* **INSTRUCTIONS FOR THE TASK**: Which lines of the entries contain the word "this"? Please list them.

Saved entries
·····

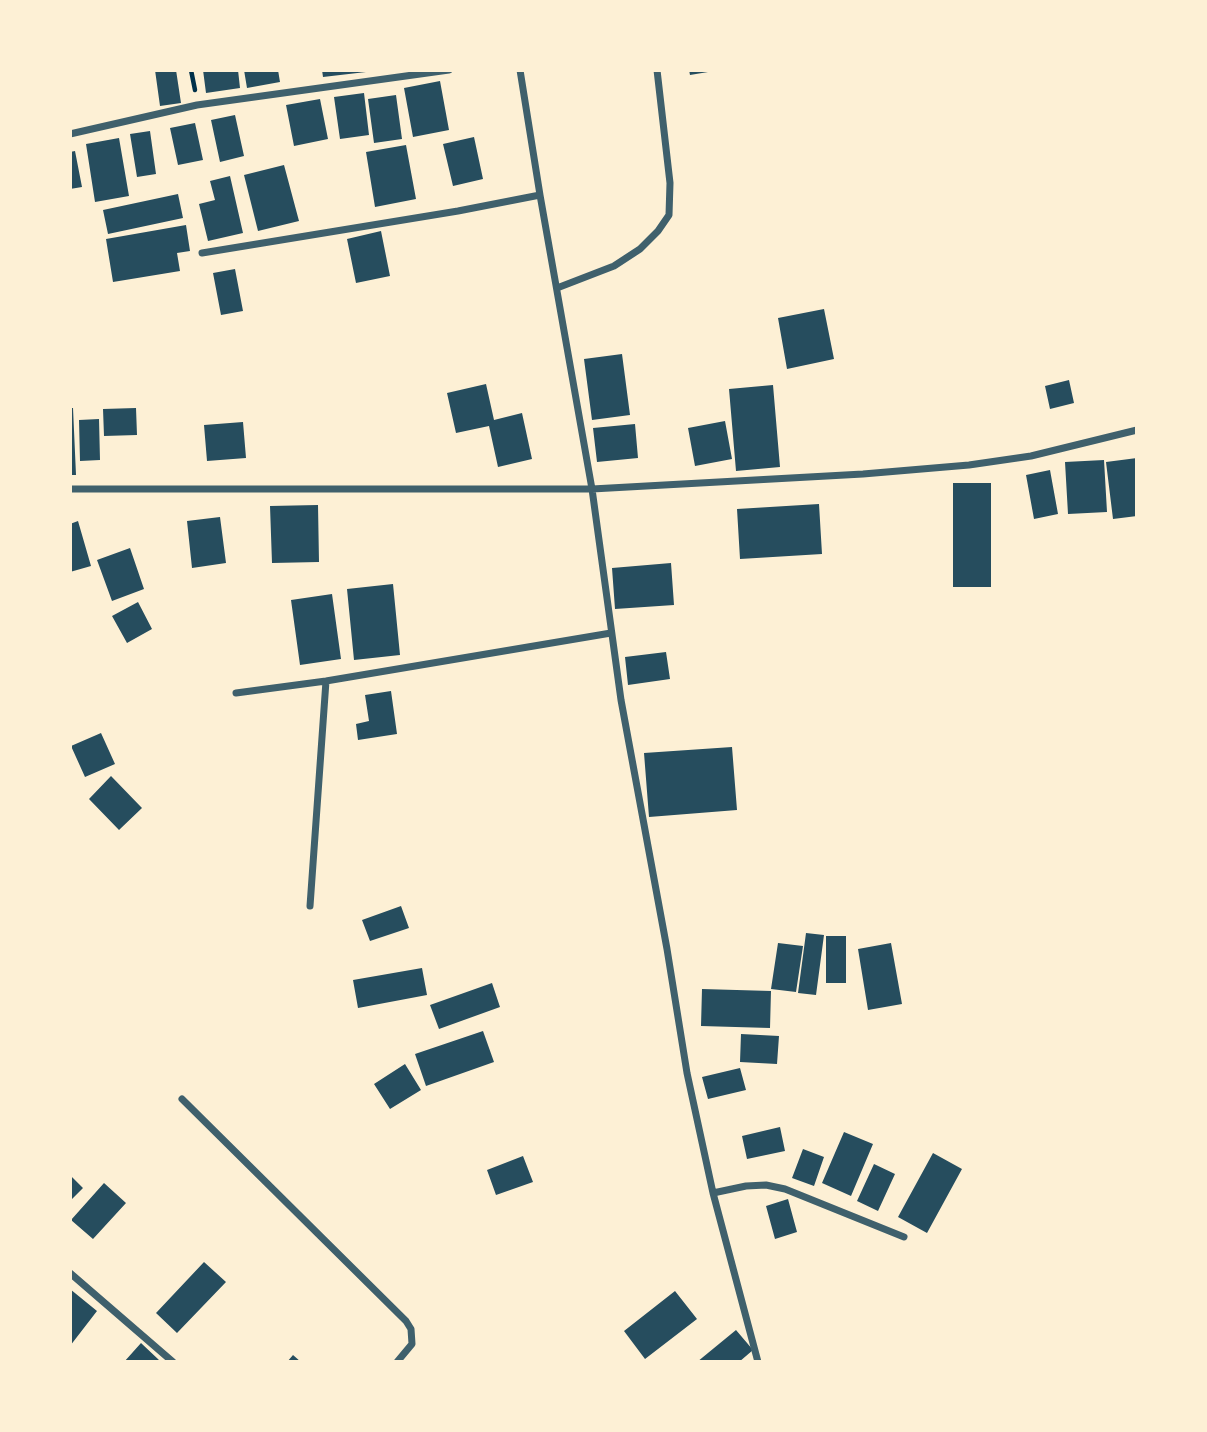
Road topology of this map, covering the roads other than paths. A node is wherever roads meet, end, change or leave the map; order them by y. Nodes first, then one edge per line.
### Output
1 (449, 70) edge
2 (520, 70) edge
3 (657, 70) edge
4 (70, 135) edge
5 (540, 195) junction
6 (202, 253) dead end
7 (556, 288) junction
8 (1137, 430) edge
9 (70, 489) edge
10 (592, 489) junction
11 (611, 633) junction
12 (326, 681) junction
13 (236, 693) dead end
14 (310, 906) dead end
15 (182, 1099) dead end
16 (713, 1193) junction
17 (904, 1237) dead end
18 (70, 1273) edge
19 (173, 1362) edge
20 (397, 1362) edge
21 (758, 1362) edge

1 - 4 street
2 - 5 street
3 - 7 street
5 - 6 street
5 - 7 street
7 - 10 street
8 - 10 street
9 - 10 street
10 - 11 street
11 - 12 street
11 - 16 street
12 - 13 street
12 - 14 street
15 - 20 street
16 - 17 street
16 - 21 street
18 - 19 street

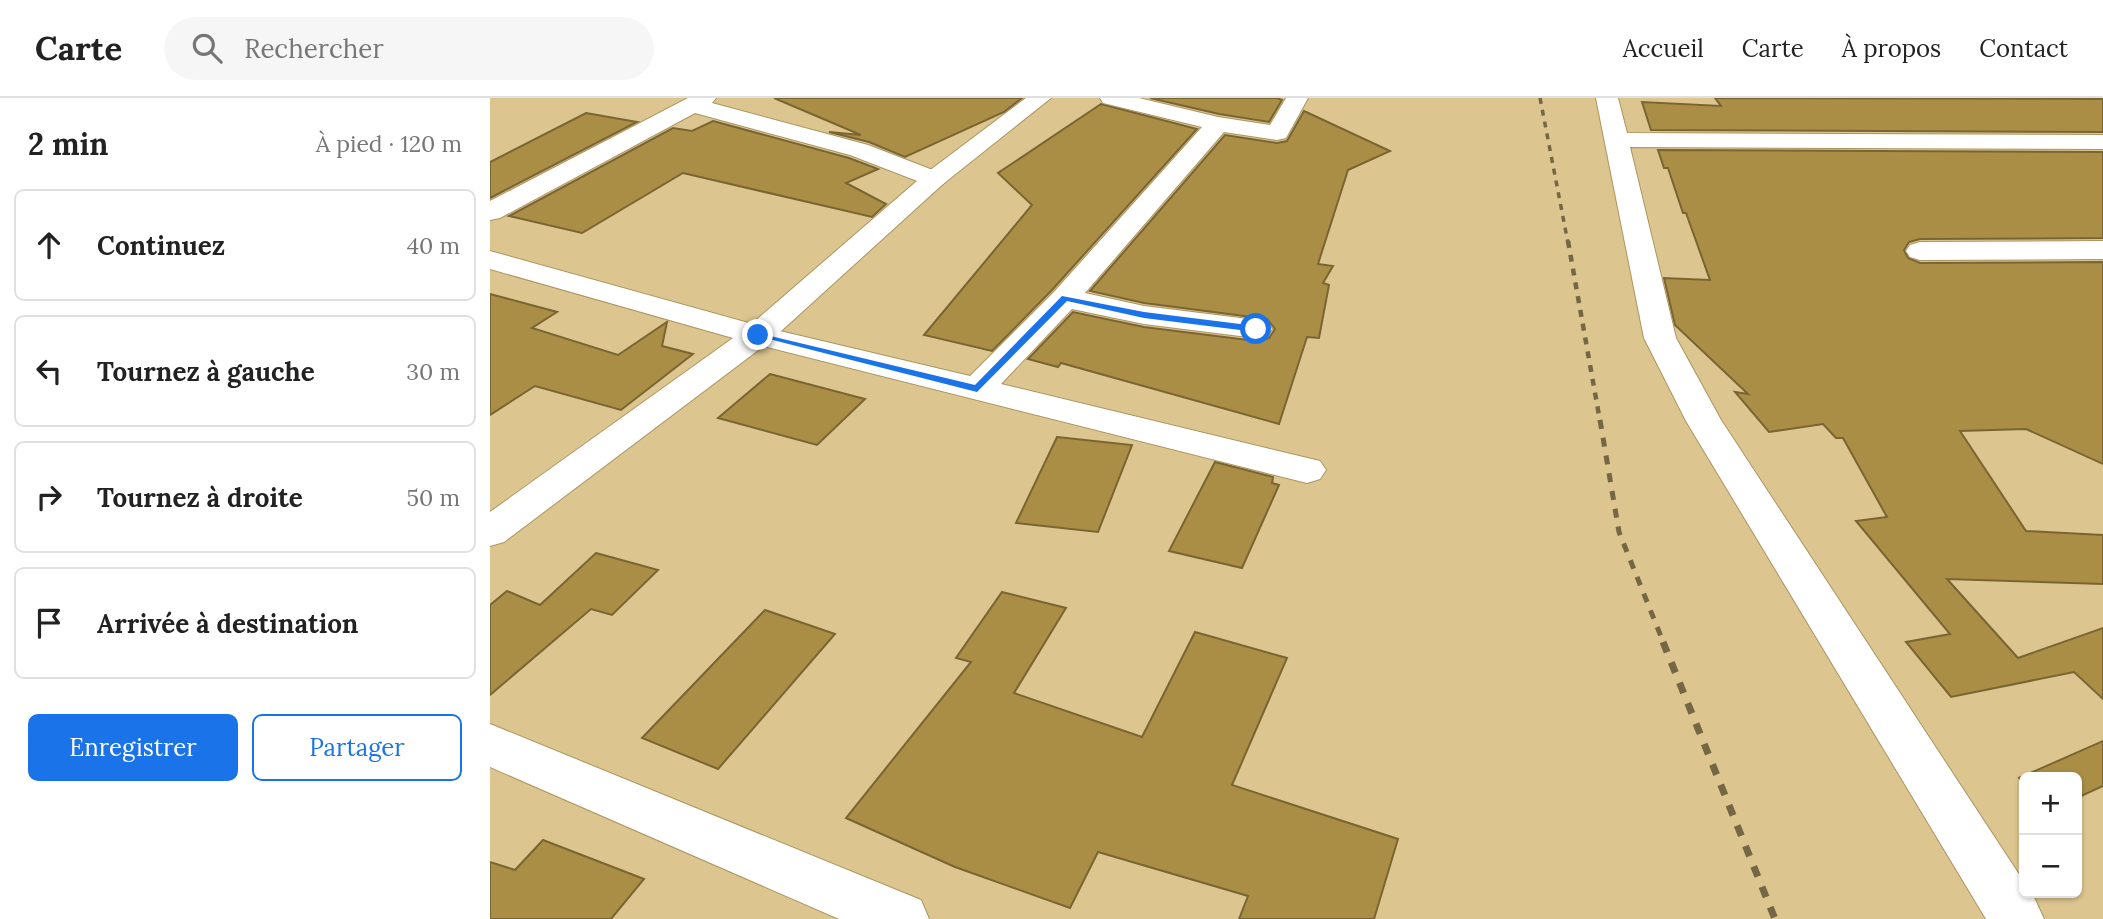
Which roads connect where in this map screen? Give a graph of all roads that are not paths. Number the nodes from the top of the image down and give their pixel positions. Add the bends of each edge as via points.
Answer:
1 (1040, 98) edge
2 (1111, 98) edge
3 (1297, 98) edge
4 (1607, 98) edge
5 (698, 101) edge
6 (1218, 124) junction
7 (1617, 140) junction
8 (2103, 142) edge
9 (934, 178) junction
10 (490, 212) edge
11 (2103, 250) edge
12 (1920, 251) dead end
13 (490, 260) edge
14 (1065, 298) junction
15 (1256, 329) dead end
16 (758, 335) junction
17 (977, 389) junction
18 (1307, 470) dead end
19 (490, 532) edge
20 (490, 745) edge
21 (902, 919) edge
22 (2017, 919) edge

1 - 9 street
2 - 6 street
3 - 6 street via 1278,133
4 - 7 street
5 - 9 street
5 - 10 street
6 - 14 street
7 - 8 street
7 - 22 street via 1660,338 1704,421
9 - 16 street
11 - 12 street
13 - 16 street
14 - 15 street via 1144,315
14 - 17 street
16 - 17 street
16 - 19 street
17 - 18 street
20 - 21 street

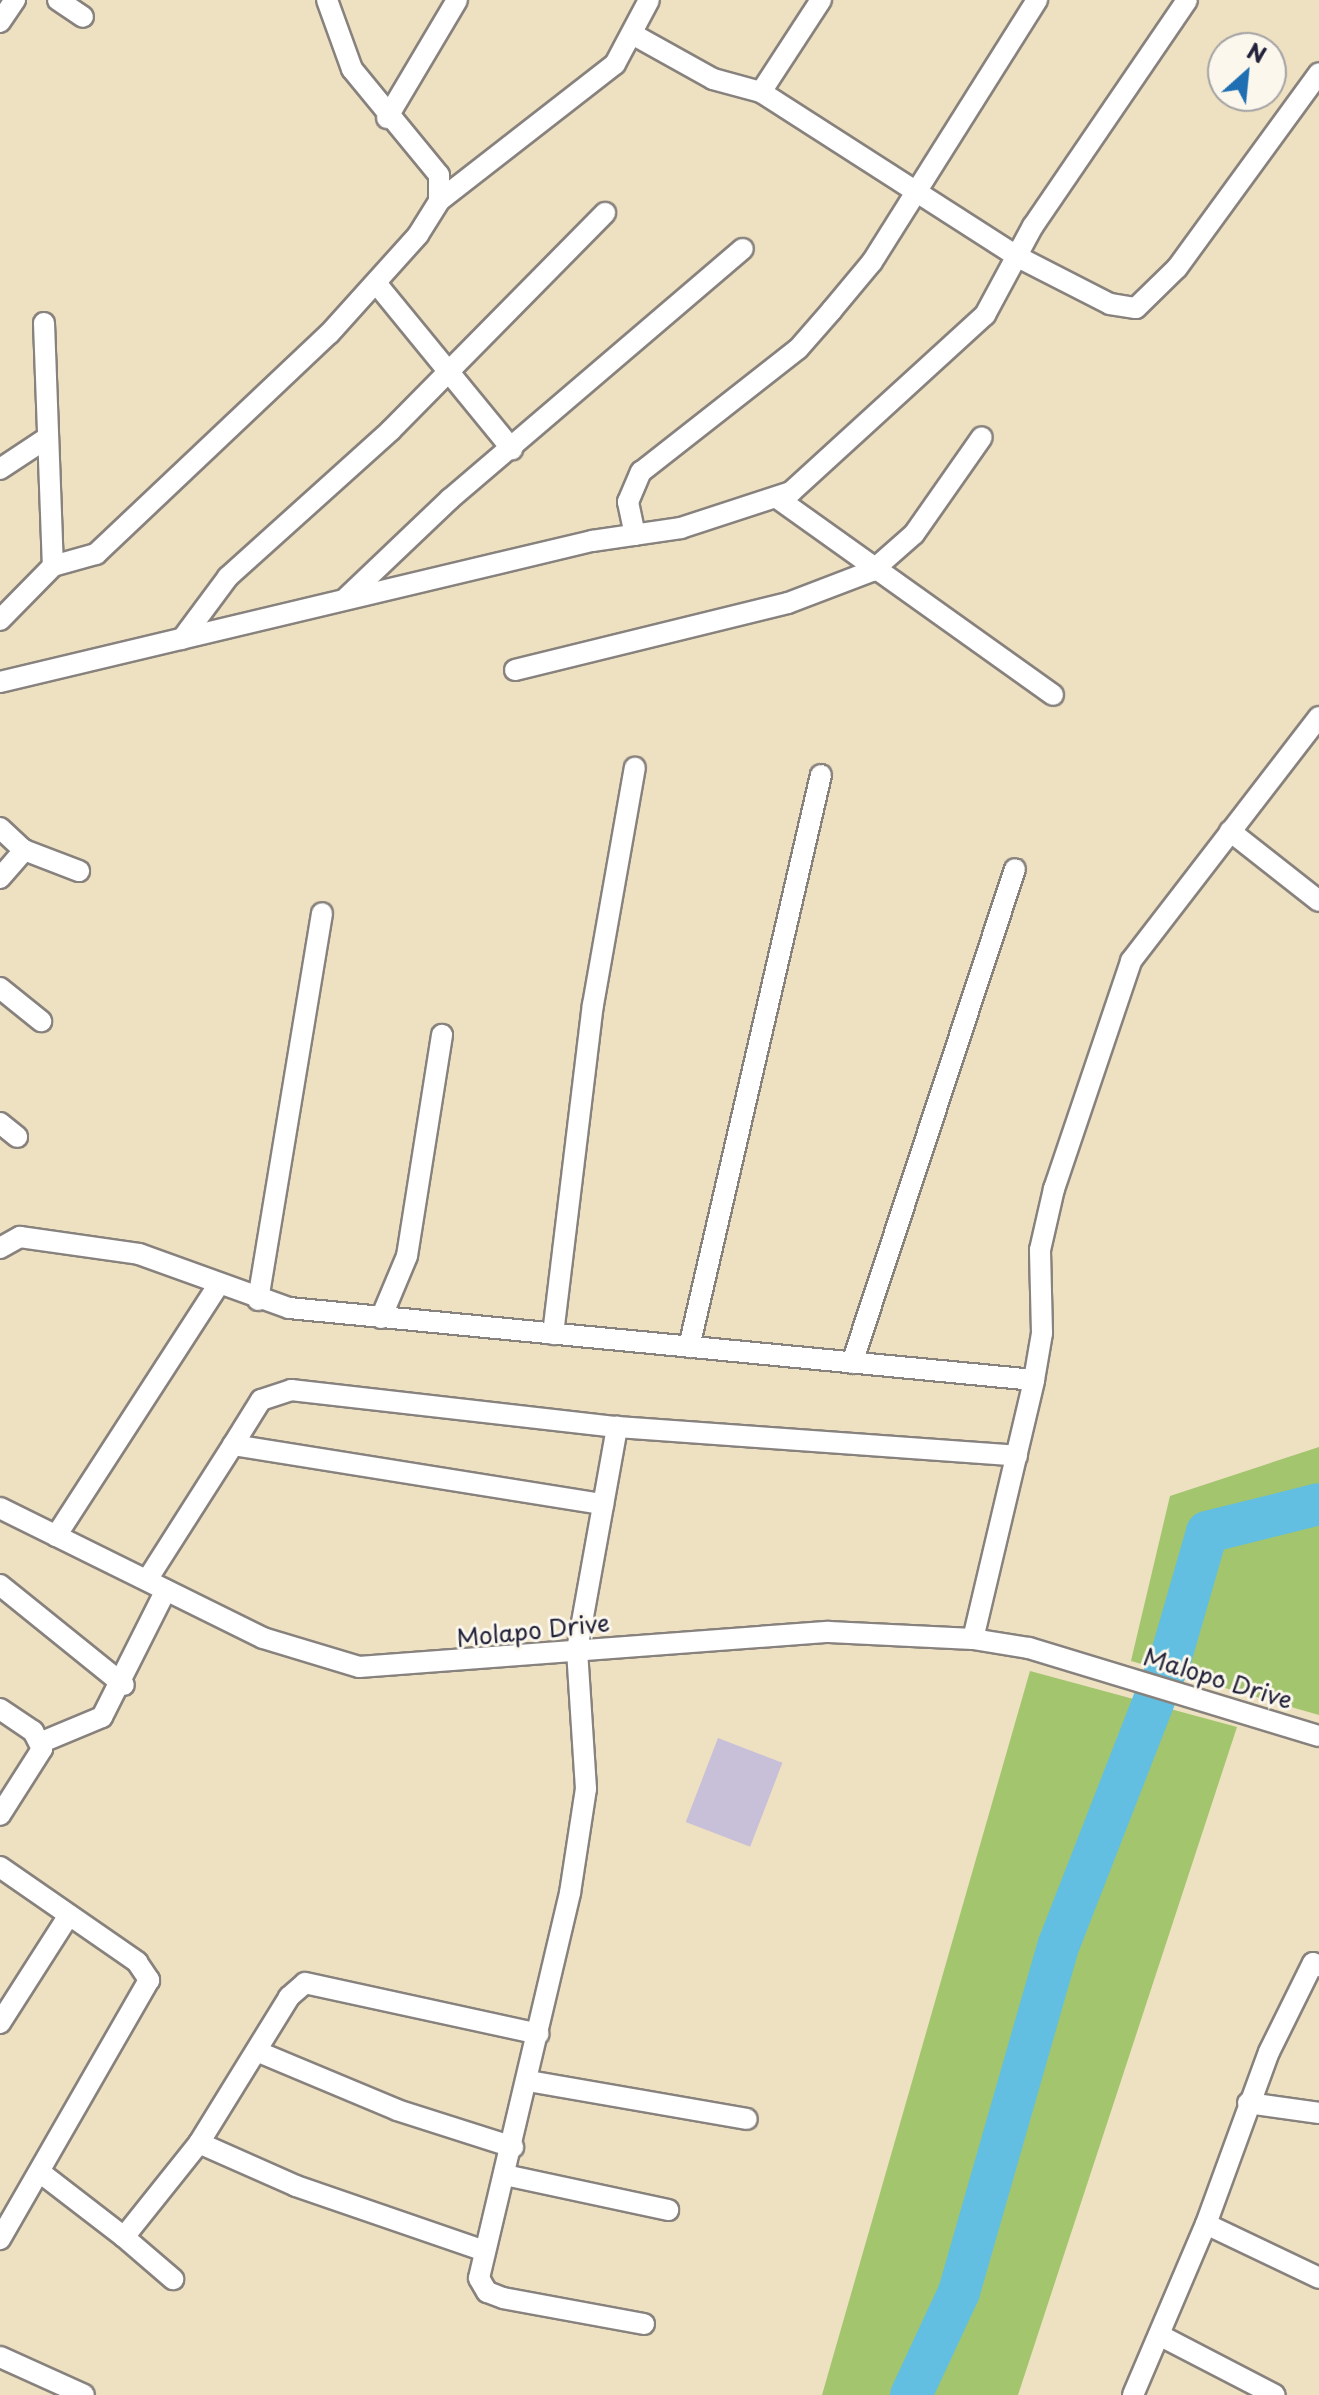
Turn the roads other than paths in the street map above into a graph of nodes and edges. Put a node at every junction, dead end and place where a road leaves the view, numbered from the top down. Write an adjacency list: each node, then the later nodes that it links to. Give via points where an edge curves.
1 (15, 0): 10 (street)
2 (58, 0): 9 (street)
3 (327, 0): 14 (street, via 352,69)
4 (457, 0): 14 (street)
5 (649, 0): 11 (street)
6 (821, 0): 13 (street)
7 (1037, 0): 15 (street)
8 (1187, 0): 19 (street)
9 (83, 17)
10 (0, 22)
11 (634, 35): 13 (street, via 713,79); 16 (street, via 615,64)
12 (1319, 73): 19 (street, via 1154,298 1136,308 1110,304)
13 (761, 92): 15 (street)
14 (387, 118): 16 (street, via 439,175)
15 (914, 192): 19 (street); 28 (street, via 872,262 798,349 641,472 628,502)
16 (439, 201): 20 (street)
17 (605, 213): 22 (street)
18 (743, 249): 25 (street)
19 (1018, 257): 27 (street, via 985,315)
20 (376, 283): 22 (street); 29 (street, via 96,554)
21 (44, 323): 24 (street)
22 (449, 373): 25 (street); 33 (street, via 228,577)
23 (982, 437): 30 (street, via 914,534)
24 (47, 438): 26 (street); 29 (street)
25 (512, 449): 31 (street)
26 (0, 469)
27 (777, 498): 28 (street); 30 (street)
28 (635, 535): 31 (street)
29 (53, 566): 32 (street)
30 (872, 571): 34 (street, via 788,603); 36 (street)
31 (346, 598): 33 (street)
32 (0, 620)
33 (182, 639): 35 (street)
34 (515, 670)
35 (0, 682)
36 (1053, 695)
37 (1318, 721): 41 (street)
38 (635, 768): 57 (street, via 593,1005)
39 (821, 775): 58 (street)
40 (0, 828): 42 (street)
41 (1230, 831): 46 (street); 60 (street, via 1131,961 1047,1220)
42 (24, 850): 44 (street); 45 (street)
43 (1015, 869): 59 (street)
44 (79, 871)
45 (0, 878)
46 (1319, 901)
47 (322, 913): 55 (street)
48 (0, 988): 49 (street)
49 (41, 1021)
50 (442, 1035): 56 (street, via 407,1256)
51 (0, 1123): 52 (street)
52 (17, 1137)
53 (0, 1248): 54 (street, via 20,1237 139,1254)
54 (218, 1286): 55 (street); 66 (street)
55 (258, 1300): 56 (street)
56 (381, 1318): 57 (street)
57 (553, 1334): 58 (street)
58 (689, 1347): 59 (street)
59 (852, 1363): 60 (street)
60 (1034, 1380): 63 (street)
61 (617, 1427): 62 (street, via 291,1390 261,1400); 63 (street); 64 (street)
62 (233, 1445): 64 (street); 67 (street)
63 (1017, 1456): 70 (street)
64 (603, 1504): 71 (street)
65 (0, 1508): 66 (street, Molapo Drive)
66 (56, 1536): 67 (street, Molapo Drive)
67 (147, 1580): 69 (street, Molapo Drive)
68 (0, 1585): 73 (street)
69 (166, 1590): 71 (street, Molapo Drive, via 263,1638 359,1667); 73 (street)
70 (973, 1639): 71 (street, Molapo Drive, via 829,1632); 72 (street, Molapo Drive)
71 (577, 1650): 82 (street, via 586,1789)
72 (1101, 1669): 75 (street, Malopo Drive)
73 (124, 1685): 76 (street, via 102,1717)
74 (0, 1709): 76 (street)
75 (1319, 1736)
76 (42, 1742): 77 (street, via 39,1761)
77 (0, 1815)
78 (0, 1867): 79 (street)
79 (69, 1915): 81 (street); 90 (street, via 137,1962 149,1980)
80 (1317, 1960): 85 (street)
81 (0, 2023)
82 (538, 2034): 83 (street, via 305,1983 289,1997); 84 (street)
83 (261, 2053): 88 (street); 89 (street, via 397,2110)
84 (529, 2081): 87 (street); 89 (street)
85 (1248, 2103): 86 (street); 93 (street)
86 (1319, 2113)
87 (747, 2119)
88 (199, 2143): 94 (street); 96 (street, via 309,2191)
89 (513, 2147): 91 (street)
90 (41, 2173): 94 (street); 95 (street)
91 (505, 2175): 92 (street); 96 (street)
92 (668, 2210)
93 (1206, 2224): 97 (street); 100 (street)
94 (124, 2237): 98 (street)
95 (0, 2239)
96 (485, 2251): 99 (street, via 479,2278 487,2292)
97 (1319, 2278)
98 (173, 2279)
99 (644, 2324)
100 (1161, 2336): 103 (street); 104 (street)
101 (0, 2357): 102 (street)
102 (84, 2395)
103 (1133, 2395)
104 (1275, 2395)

·····

* **RESULT**:
Road topology of this map, covering the roads other than paths. A node is wherever roads meet, end, change or leave the map; order them by y. Nodes first, then one edge per line.
Which roads connect where in this map screen? Give a graph of all roads that are not paths. Number the nodes from the top of the image down and give their pixel positions. Add the bends of each edge as via points.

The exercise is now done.